__WHAT TO WORK ON__:
The copy should begin at the line containing "Which roads connect" and end at the last line of the material. Please reproduce those lines exactly and keep pictures out.

__INFORMATION PROVIDED__:
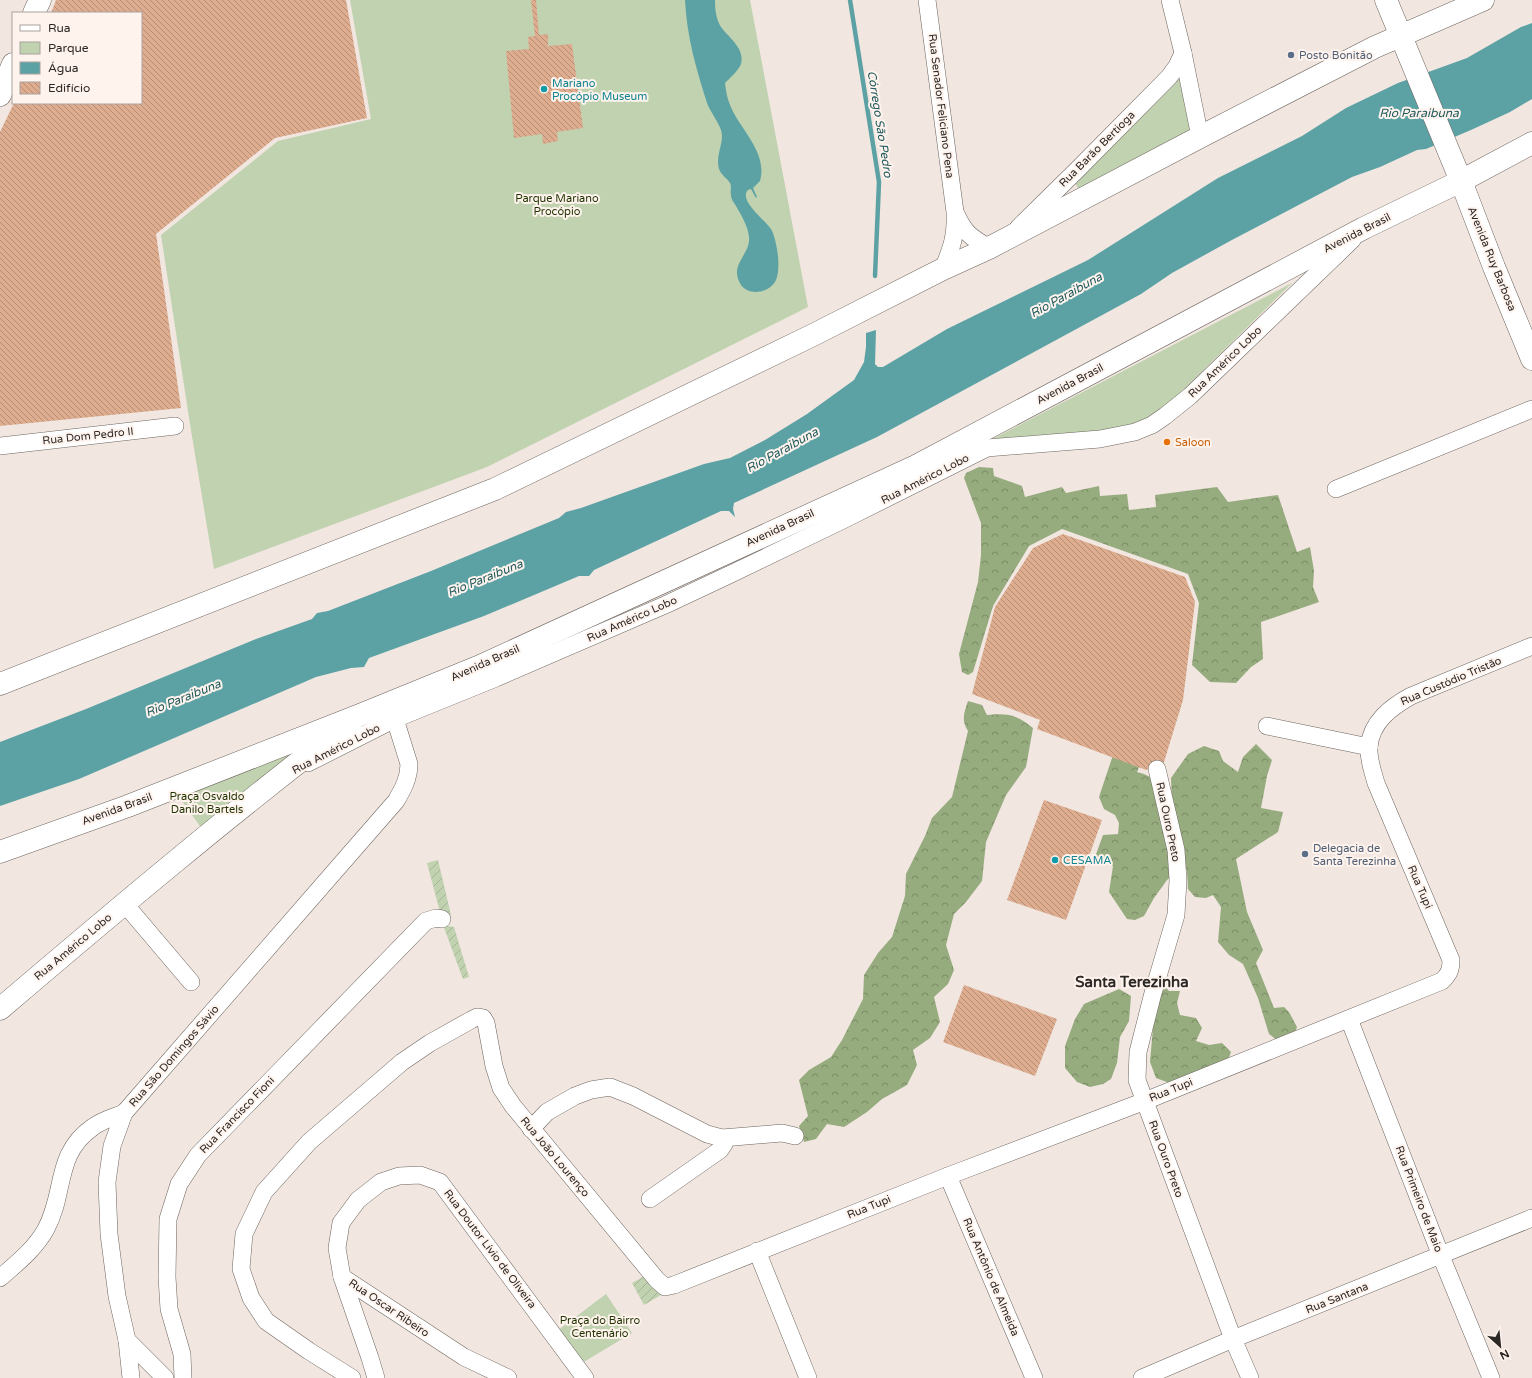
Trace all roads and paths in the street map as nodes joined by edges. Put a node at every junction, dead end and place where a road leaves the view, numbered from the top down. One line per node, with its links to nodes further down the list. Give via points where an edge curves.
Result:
1 (40, 0): 7 (main road)
2 (927, 0): 15 (street, Rua Senador Feliciano Pena)
3 (1170, 0): 9 (street)
4 (1386, 0): 8 (main road)
5 (1483, 0): 6 (main road)
6 (1449, 7): 8 (main road)
7 (34, 12)
8 (1400, 37): 12 (main road, via 1375,47); 14 (main road, Avenida Ruy Barbosa)
9 (1184, 53): 12 (street); 17 (street, Rua Barão Bertioga, via 1169,77 1077,170)
10 (12, 66): 11 (main road)
11 (0, 94)
12 (1200, 136): 17 (main road)
13 (1532, 143): 14 (main road, Avenida Brasil)
14 (1461, 181): 16 (main road, Avenida Brasil); 19 (main road, Avenida Ruy Barbosa)
15 (955, 212): 17 (street, Rua Senador Feliciano Pena, via 962,227 970,236); 18 (street, Rua Senador Feliciano Pena, via 952,245)
16 (1364, 228): 23 (street, Rua Américo Lobo, via 1190,396 1152,425 1135,432 1100,439); 24 (main road, Avenida Brasil)
17 (997, 244): 18 (main road)
18 (943, 269): 27 (main road, via 495,489)
19 (1532, 359)
20 (1532, 409): 25 (street)
21 (175, 426): 22 (street, Rua Dom Pedro II)
22 (0, 446)
23 (985, 449): 24 (street, Rua Américo Lobo); 28 (street, Rua Américo Lobo, via 672,602 504,675)
24 (946, 451): 28 (main road, Avenida Brasil, via 478,667)
25 (1336, 489)
26 (1532, 646): 31 (street, Rua Custódio Tristão, via 1395,705 1383,715 1373,730)
27 (0, 684)
28 (393, 711): 29 (main road, Avenida Brasil); 33 (street, Rua Américo Lobo); 41 (street, Rua São Domingos Sávio, via 409,764 407,780 396,801)
29 (360, 715): 33 (main road, Rua Américo Lobo); 34 (main road, Avenida Brasil, via 128,806)
30 (1267, 726): 31 (street)
31 (1369, 747): 39 (street, Rua Tupi, via 1376,783 1451,960 1451,969 1442,981)
32 (1157, 769): 40 (street, Rua Ouro Preto, via 1176,850 1178,880 1176,915 1138,1052 1137,1080)
33 (275, 780): 35 (main road, Rua Américo Lobo)
34 (0, 852)
35 (124, 903): 37 (street); 38 (main road, Rua Américo Lobo)
36 (442, 919): 57 (street, Rua Francisco Fioni, via 426,921 198,1155 179,1184 168,1219 167,1277 169,1309 182,1354)
37 (191, 982)
38 (0, 1009)
39 (1349, 1019): 40 (street, Rua Tupi); 49 (street, Rua Primeiro de Maio)
40 (1144, 1101): 45 (street, Rua Tupi); 53 (street, Rua Ouro Preto)
41 (124, 1113): 51 (street, via 94,1126 77,1140 64,1163 56,1204 46,1229 32,1249); 54 (street, Rua São Domingos Sávio, via 112,1146 106,1182 109,1234 117,1296)
42 (531, 1129): 44 (street, via 547,1112 575,1096 610,1087 707,1134); 52 (street, Rua João Lourenço); 58 (street, Rua João Lourenço, via 501,1088 486,1023 483,1018 477,1017 402,1062 309,1142 264,1192 244,1234 241,1269 251,1298 266,1321)
43 (795, 1136): 44 (street, via 782,1133)
44 (722, 1138): 46 (street, via 724,1144 720,1150)
45 (948, 1176): 48 (street, Rua Tupi); 63 (street, Rua Antônio de Almeida)
46 (650, 1199)
47 (1532, 1218): 49 (street, Rua Santana)
48 (757, 1251): 52 (street, Rua Tupi, via 674,1285); 62 (street)
49 (1441, 1256): 53 (street, Rua Santana); 66 (street, Rua Primeiro de Maio)
50 (342, 1277): 59 (street, Rua Oscar Ribeiro); 60 (street, Rua Oscar Ribeiro, via 464,1357); 61 (street, Rua Doutor Lívio de Oliveira, via 337,1248 341,1223 358,1200 381,1182 399,1176 420,1175 440,1182)
51 (0, 1278)
52 (662, 1285)
53 (1233, 1339): 64 (street, Rua Santana); 65 (street, Rua Ouro Preto)
54 (127, 1340): 55 (street, Rua São Domingos Sávio); 56 (street)
55 (132, 1378)
56 (165, 1378)
57 (183, 1378)
58 (352, 1378)
59 (376, 1378)
60 (508, 1378)
61 (585, 1378)
62 (808, 1378)
63 (1034, 1378)
64 (1142, 1378)
65 (1250, 1378)
66 (1491, 1378)

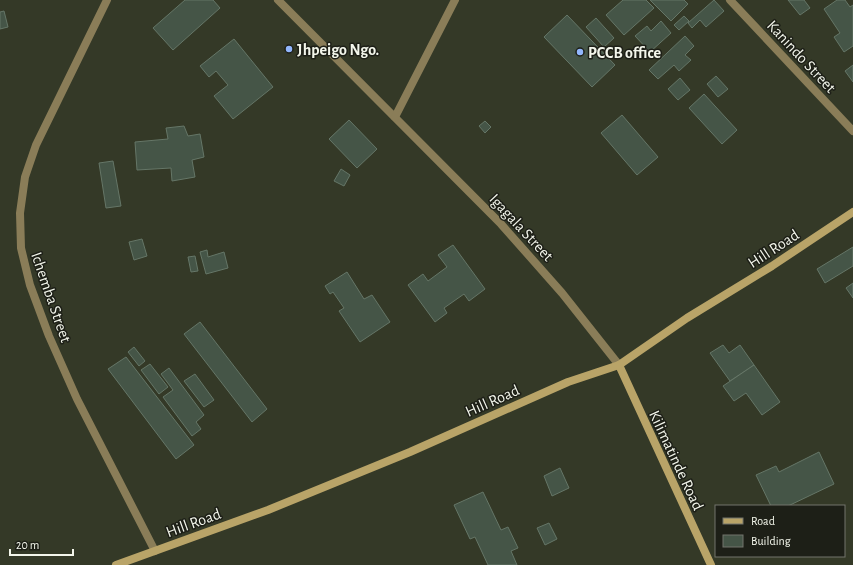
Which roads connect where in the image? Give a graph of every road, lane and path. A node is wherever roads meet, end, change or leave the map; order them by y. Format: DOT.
graph roads {
  1 [pos="107,0"];
  2 [pos="278,0"];
  3 [pos="455,0"];
  4 [pos="730,0"];
  5 [pos="394,117"];
  6 [pos="853,131"];
  7 [pos="853,212"];
  8 [pos="619,365"];
  9 [pos="155,551"];
  10 [pos="116,565"];
  11 [pos="711,565"];
  1 -- 9 [label="street, Ichemba Street"];
  2 -- 5 [label="street, Igagala Street"];
  3 -- 5 [label="street"];
  4 -- 6 [label="street, Kanindo Street"];
  5 -- 8 [label="street, Igagala Street"];
  7 -- 8 [label="main road, Hill Road"];
  8 -- 9 [label="main road, Hill Road"];
  8 -- 11 [label="main road, Kilimatinde Road"];
  9 -- 10 [label="main road, Hill Road"];
}
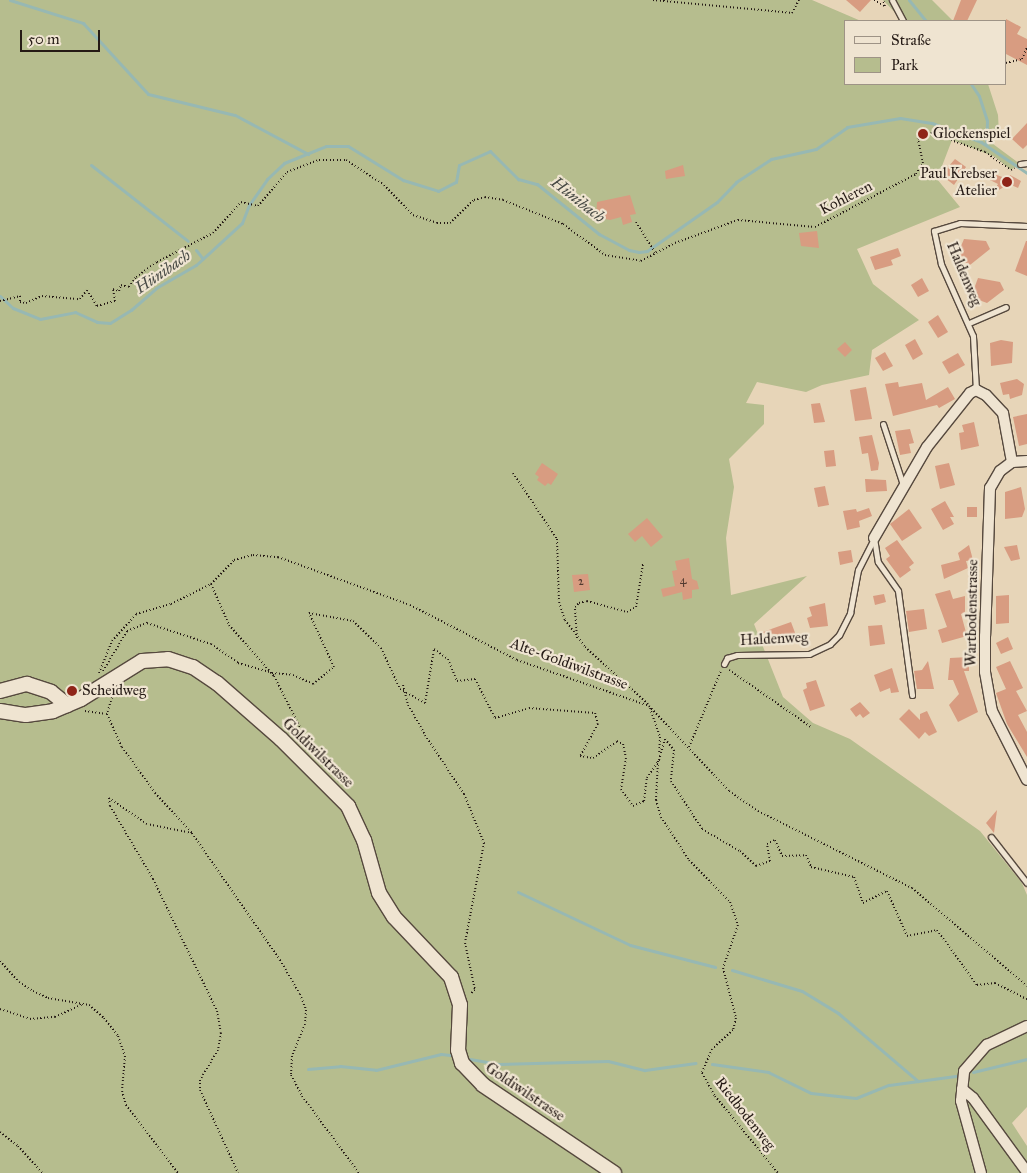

__WRITTEN ANSWER__:
Which roads connect where in the image? Give a graph of every road, lane and path. A node is wherever roads meet, end, change or leave the map; order them by y. Format: DOT.
graph roads {
  1 [pos="107,0"];
  2 [pos="278,0"];
  3 [pos="455,0"];
  4 [pos="730,0"];
  5 [pos="394,117"];
  6 [pos="853,131"];
  7 [pos="853,212"];
  8 [pos="619,365"];
  9 [pos="155,551"];
  10 [pos="116,565"];
  11 [pos="711,565"];
  1 -- 9 [label="street, Ichemba Street"];
  2 -- 5 [label="street, Igagala Street"];
  3 -- 5 [label="street"];
  4 -- 6 [label="street, Kanindo Street"];
  5 -- 8 [label="street, Igagala Street"];
  7 -- 8 [label="main road, Hill Road"];
  8 -- 9 [label="main road, Hill Road"];
  8 -- 11 [label="main road, Kilimatinde Road"];
  9 -- 10 [label="main road, Hill Road"];
}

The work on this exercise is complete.